Other important considerations that go into dose determination are health and lifestyle factors. For example, a woman who has a clotting problem or a history of some types of cancer may take a suboptimal, risk-minimizing dose to derive some protection against things like osteoporosis and cardiovascular disease while relying on supplementary measures to deal with other symptoms resulting from the low dose. Doses as low as 25% of the "usual starting dose" of many commercial hormones have been demonstrated effective in osteoporosis prevention, although they may not be enough to deal with vaginal atrophy, mood or libido.
Similarly, women who drink alcohol regularly may require lower doses of estrogen, since alcohol causes a temporary boost (of about 300% and lasting about 4-5 hours, except that women who drink regularly have generally elevated estrogen levels) to circulating estrogen levels that may drive someone who is otherwise at a good level into symptoms of excess estrogen.
Smoking, on the other hand, has the reverse effect on estrogen levels. A woman who smokes will need a higher dose, relatively speaking, than the same woman would if she did not. Smoking also significantly counteracts the protective effects of estrogen on the bones and cardiovascular system, and may raise the clotting risks of taking estrogens (although that pertains most to oral hrts).
There are also a number of drugs and nutritional supplements that interfere with the metabolism of hormones (and vice versa), such that you may need to adjust your dose to take them into account. Don't obsess about this, though: this is only something to take into account when starting or stopping these other factors throws your hormone dose out of balance. When you achieve a steady state of balance, it doesn't matter a great deal what the individual components are, so long as they are all taken consistently.
In practical terms, since diet and stress also factor in, it's impossible to maintain a truly steady state and all we can do is come as close as we can. In this respect, a woman in surgical menopause demonstrates the loss of resilience that even post-menopausal ovaries give her naturally-menopaused sisters.

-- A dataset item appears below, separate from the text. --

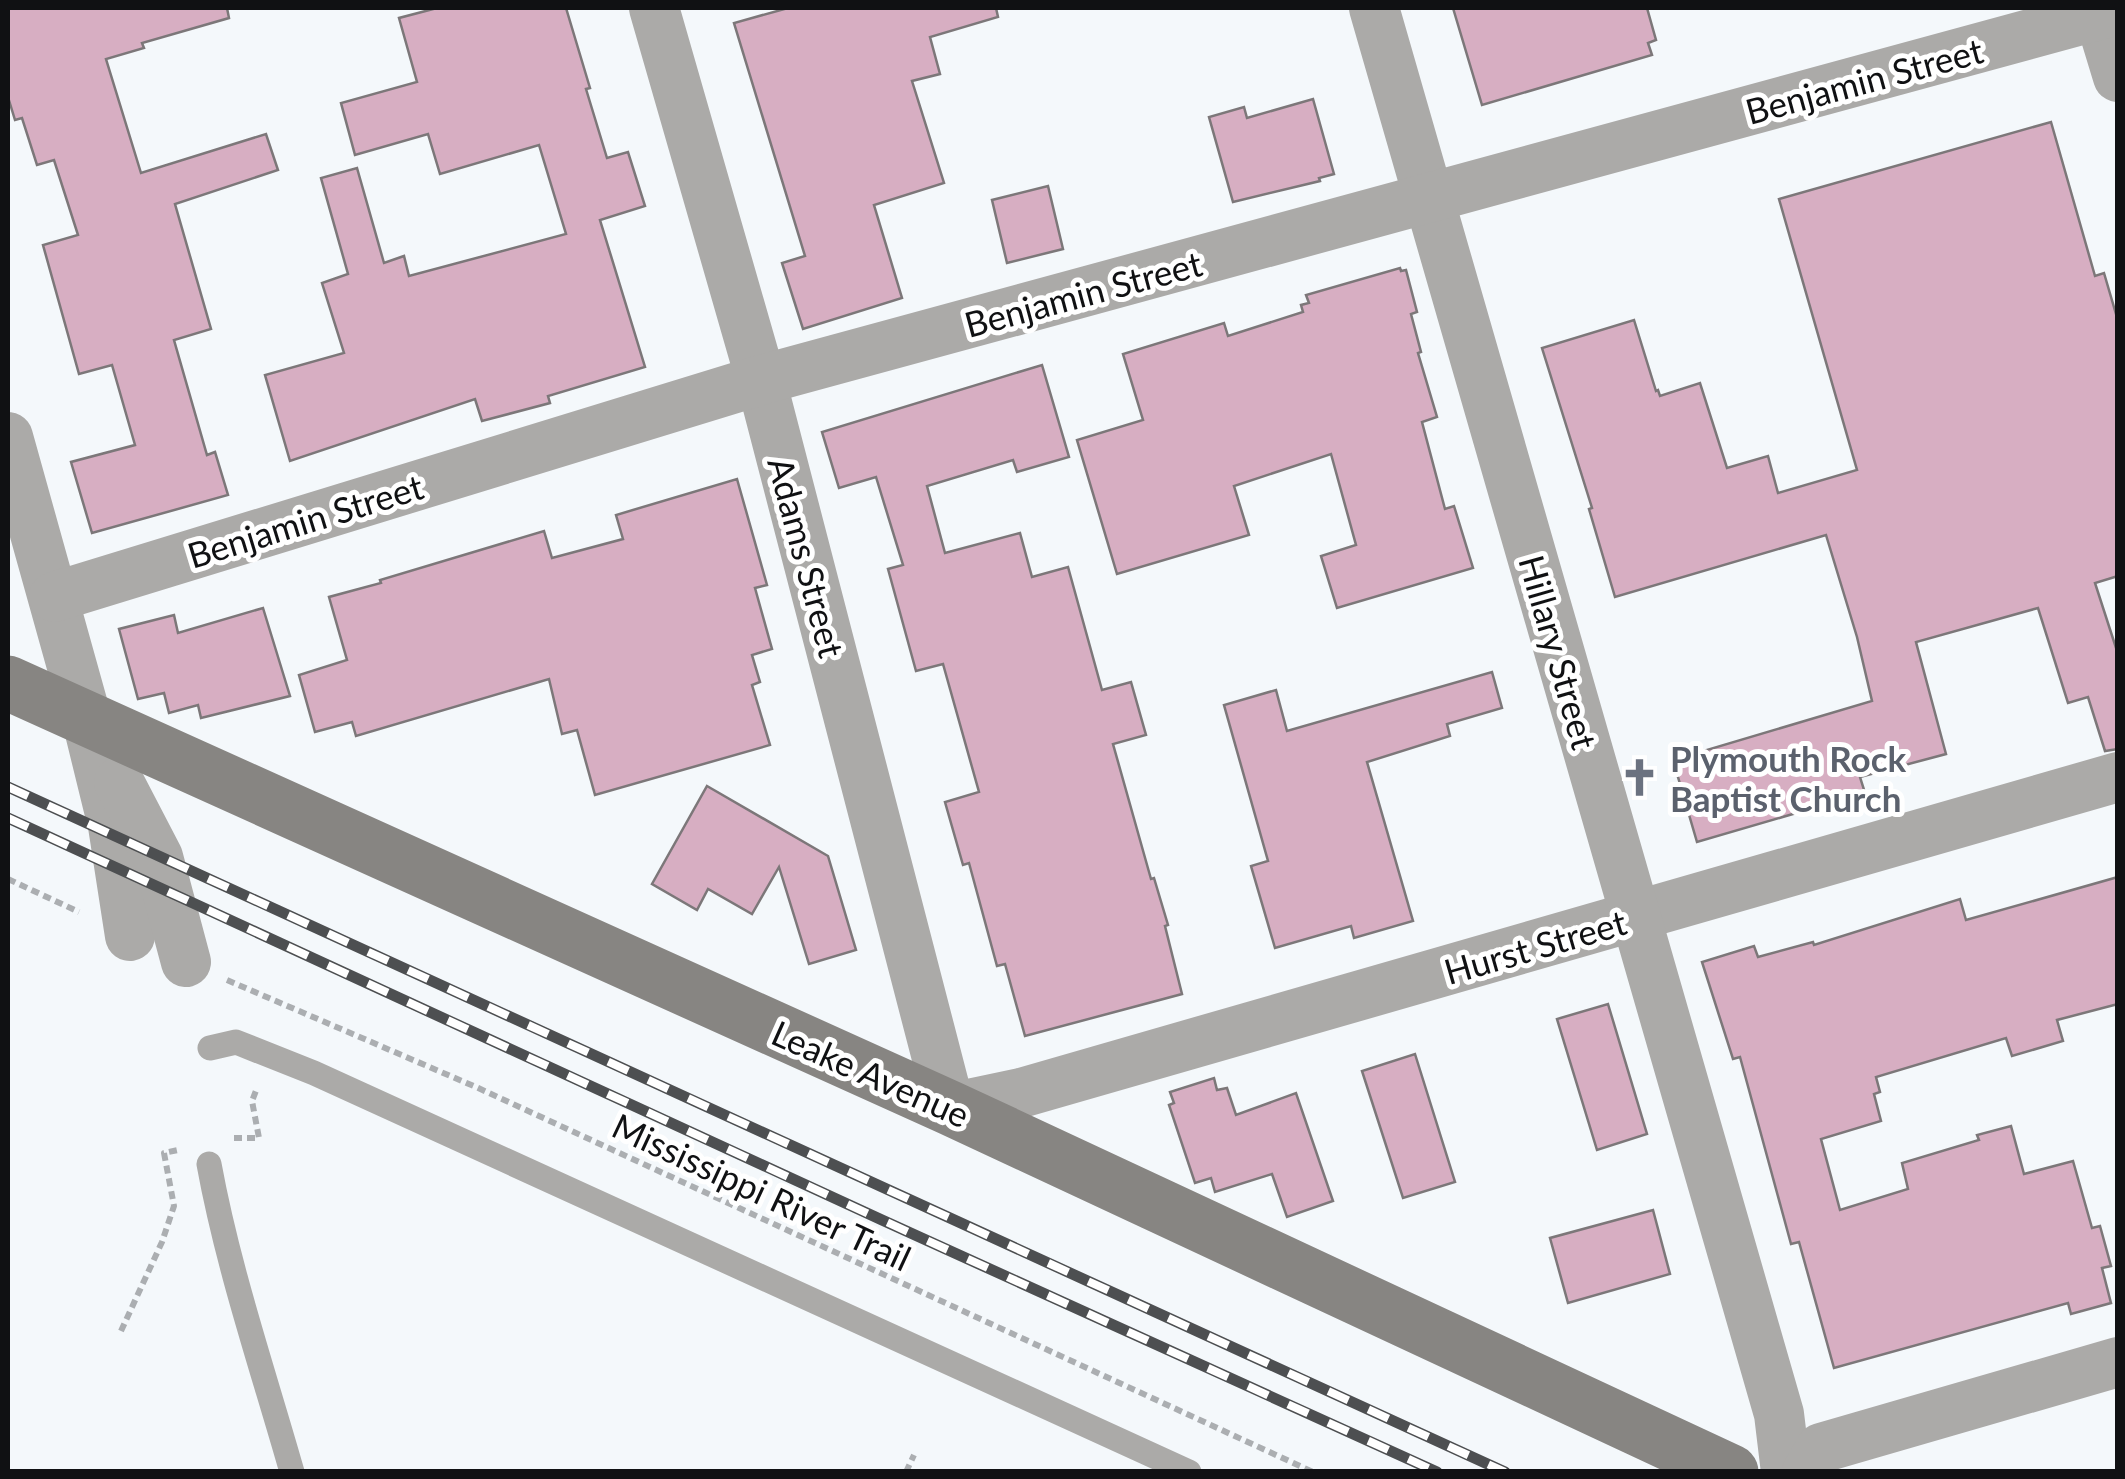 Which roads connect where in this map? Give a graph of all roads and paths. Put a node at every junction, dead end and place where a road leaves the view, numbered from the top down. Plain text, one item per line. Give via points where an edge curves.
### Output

By the way: don't be alarmed at the fact that one form of estrogen may have a "usual starting dose" of 1 mg while another brand may "start" at 0.625 mg. Each different chemical variation of a hormone will take a different dose amount for the same effective quantity of hormone.
Additionally, the route of hormone administration will affect the quantity you need (more about that in the discussion of HRT routes), even if the hormone is the exact same brand, because doses taken by different routes are metabolized differently. For example, if you were taking 0.625 mg of Premarin and your doctor switches you to the Estraderm patch, a roughly equivalent dose would be the 0.05 mg patch. Because of the route and hormone chemical structure difference, however, the actual effects of each on your system may be very different. There is no magic conversion table that tells you [this much of HRT #1] = [this much of HRT #2].
If it's starting to sound like one big guessing game, all we can say is: you're catching on. For women in surgical menopause, HRT is our own personal science experiment.